Opinion

Brian Feeney: Reality is there's no economic benefit to the north staying in the UK

Brian Feeney

Brian Feeney

Historian and political commentator Brian Feeney has been a columnist with The Irish News for three decades. He is a former SDLP councillor in Belfast and co-author of the award-winning book Lost Lives

Boris Johnson is expected to meet the taoiseach early in September. Picture by Julian Simmonds/The Daily Telegraph/PA Wire
Boris Johnson is expected to meet the taoiseach early in September. Picture by Julian Simmonds/The Daily Telegraph/PA Wire Boris Johnson is expected to meet the taoiseach early in September. Picture by Julian Simmonds/The Daily Telegraph/PA Wire

Gordon Brown, remember him?
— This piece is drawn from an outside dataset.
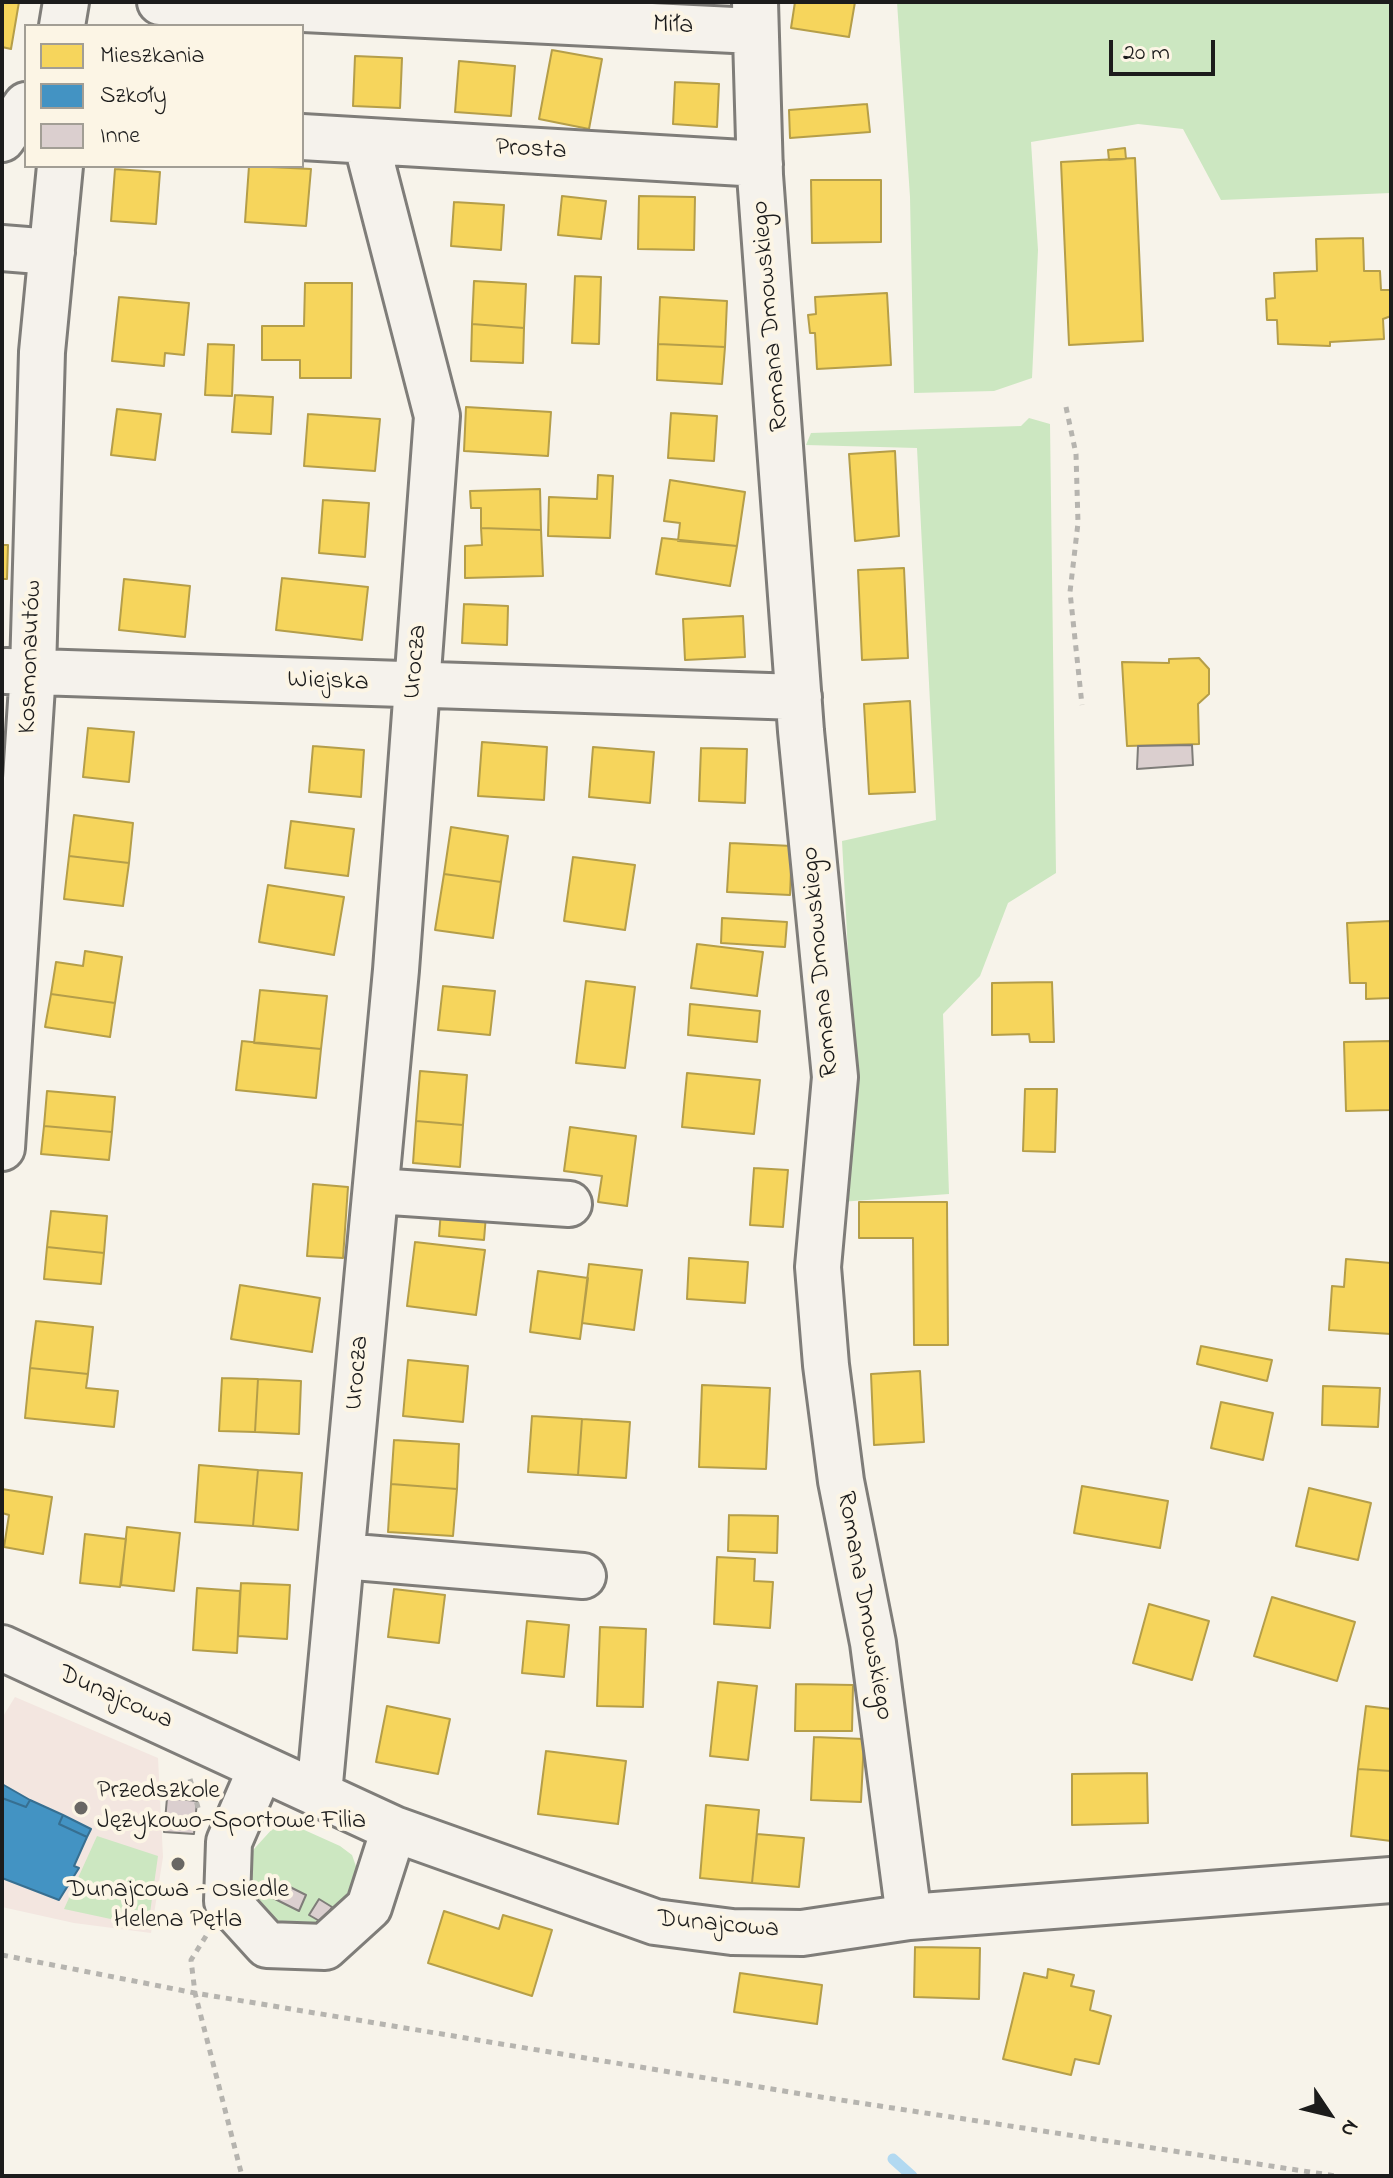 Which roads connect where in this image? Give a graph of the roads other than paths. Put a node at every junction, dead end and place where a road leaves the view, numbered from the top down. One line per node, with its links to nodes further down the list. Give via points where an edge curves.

He’s been going on about the ‘calamity’ Brexit will inflict on the UK because it will lead to the break up of the union, by which of course he means Scottish independence.

That’s what really concerns him, though he does have a go at the DUP for stupidly opposing a customs union and the single market, thereby endangering their stated objective of maintaining the integrity of the UK.

Brown however has to trot out guff about imaginary ‘age-old virtues of Britishness’, tolerant, inclusive, outward looking etc. The problem is that, even when he was prime minister and trying to search for distinctive British values, he failed to come up with anything different from what other nationalities also consider are their values.

One argument for maintaining the union he couldn’t make is its economic benefit. Not with the absence of any regional policy in either his or any other recent British government.

Certainly there are no economic benefits for the north remaining in the UK. In 2017 David McWilliams, the economic writer and commentator, demonstrated beyond doubt that partition has been a complete economic disaster for this place. The north has plummeted from a position where, a century ago Belfast and the counties of Antrim, Down and north Armagh produced 80 per cent of the industrial output of Ireland, to the present day when the north is the poorest region in the UK, close only to Wales, but more significantly is the poorest region in Ireland.

Fionnuala O Connor referred here yesterday to the paper published last month by Ireland’s Economic and Social Research Institute’s Professor Seamus McGuinness and Adele Bergin, ‘The Political Economy of a Border Poll’. This shows that, despite all the puffing about the great educational system here, the north’s population has the highest share of individuals in the UK with no, or basic qualifications, and is the poorest performer in terms of graduates.

Compared to the Republic it’s worse. In 2015 over a third of young people here were educated to lower secondary level or below; that’s between three and four times higher than in the Republic. As McGuinness & Bergin conclude, that ‘means that NI productivity levels will continue to lag behind those of the Republic’.

In every other respect the north is at or near the bottom or top of every index wherever is the worse position to be. The quantity and quality of foreign direct investment, the value of state benefits, including pensions, hospital waiting lists, nurses per head of the population, salaries. For example, the gap in income levels between the Southern and Eastern region of the Republic (where 75 per cent of the population live) and here, is now over $27,000 per capita.

One particularly worrying conclusion in the paper is that the north’s poverty can’t be ascribed to the effects of the Troubles. Examination of the years 2000-2014 shows that there has been no peace dividend. In those years the growth rate in the north was less than quarter of that in the Southern & Eastern region, and that’s despite the dreadful financial crisis in the south.

Ah, but what about health, the great NHS? Surely there’s one reason for individuals to extol the economic benefit of being in the UK? Hmm. The Republic spends more per capita on health than the UK. The poor and vulnerable and pensioners in the Republic hold medical cards and are entitled to free GP services. In the north increasingly the Department of Health is deliberately undermining the NHS. Those who can, pay, including to go to private GP practices. In September 2018, 94,222 people were waiting over a year for their first outpatient consultant meeting. In England, with many times the population, the figure is 3,464: scandalous. There’s more, but you get the picture.

In short, there’s no economic advantage at all in ‘the precious, precious union’. Quite the contrary and what’s certain is, it’s going to get worse.